Some studies have reported that hypobaric storage increases respiration rate and this can be attributed to the fruit stress response (Plaxton and Podesta, 2006; Tovar et al., 2011). In this research, both cold (6°C) and hypobaric method (40 kPa and 6°C) reduced the production of these two gases in comparison to the environmental conditions, but the latter showed lower values which would indicate that the respiration rates and metabolic processes for reaching full ripening were decreased.
The changes of fruit traits applying the hypobaric method have been reported in other fruit crops. In loquat fruit, the application of 40 or 50 kPa pressure significantly reduced rates of respiration and ethylene production and declined the vitamin C contents of loquat fruit during storage at 2 to 4°C (Gao et al., 2006). The latter results agree with those of the present research, where the hypobaric method (40 kPa and 6°C) reduced the weight loss, firmness loss, occurrence of shrinkage and degradation of vitamin C. On the contrary, Gao et al. (2006) mentioned that the hypobaric method declined fruit firmness and acidity, but in this study, passion fruit treated with this method showed minor loss in firmness and the acidity showed minor variations. Wen-xiang and Min (2005) carried out a study on hypobaric storage (10 and 20 kPa) in combination with cold storage (2°C), they found that the storage life of honey peach fruits was better in terms of freshness, taste and flavor, color, and texture; and they could be stored for lesser days when kept in cold storage; this trend can be also observed in this study where hypobaric method kept the fruit in better conditions without affecting SS and acidity, traits associated with fruit flavor. Nevertheless, the theoretical basis for this combined effect must be further explored.

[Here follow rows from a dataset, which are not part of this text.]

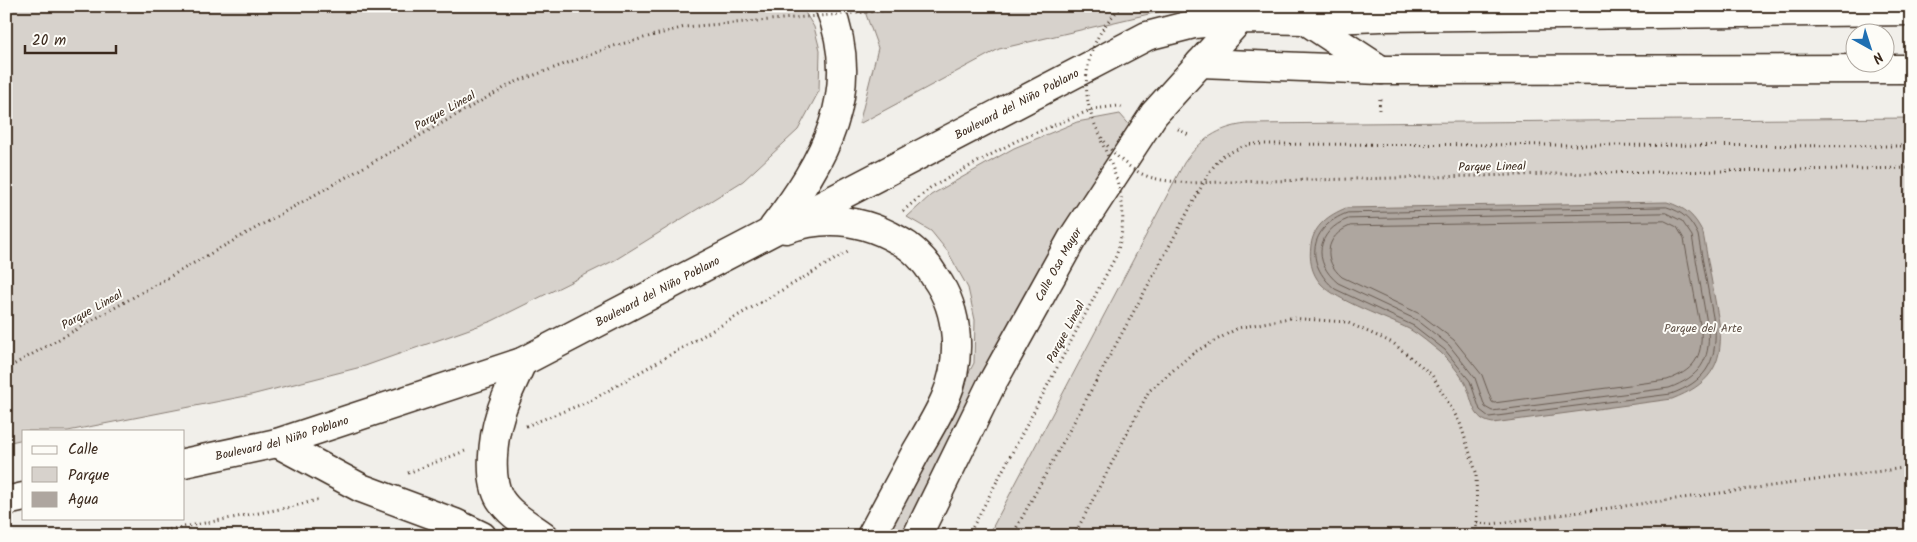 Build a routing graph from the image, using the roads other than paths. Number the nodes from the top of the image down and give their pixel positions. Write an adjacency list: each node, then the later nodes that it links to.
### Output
1 (829, 6): 8 (main road)
2 (1911, 11): 4 (main road, Boulevard del Niño Poblano)
3 (1240, 19): 4 (main road, Boulevard del Niño Poblano); 5 (main road, Calle Osa Mayor); 8 (main road, Boulevard del Niño Poblano)
4 (1305, 20): 7 (main road)
5 (1200, 63): 7 (main road); 19 (main road, Calle Osa Mayor)
6 (1911, 69): 7 (main road)
7 (1381, 70)
8 (768, 235): 9 (main road, Boulevard del Niño Poblano); 18 (main road)
9 (522, 362): 10 (main road, Boulevard del Niño Poblano); 17 (main road)
10 (277, 443): 11 (main road, Boulevard del Niño Poblano); 14 (main road)
11 (185, 463)
12 (22, 497): 13 (main road)
13 (6, 501)
14 (429, 514): 15 (main road); 16 (main road)
15 (450, 536)
16 (482, 536)
17 (544, 536)
18 (871, 536)
19 (917, 536)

In conclusion, the hypobaric method had a positive effect in decreasing fruit weight loss, declining the loss of firmness, avoiding shrinkage, reducing the degradation of vitamin C and not affecting the soluble solid content and acidity during the storage period. In addition, it also decreased the production of ethylene and CO2 in comparison to environment storage, which is positive to delay fruit senescence. Therefore, hypobaric storage in combination with low temperature is a viable method for extending the shelf-life of passion fruit; however, further research is required for defining management protocols for the application of this method, testing storage temperatures and pressure dose, and better understanding of the processes involved in the extension of storage time of perishables fruits under low pressure conditions. The results of this study, constitutes an initial information about the application of the hypobaric method using low temperature for passion fruit storage.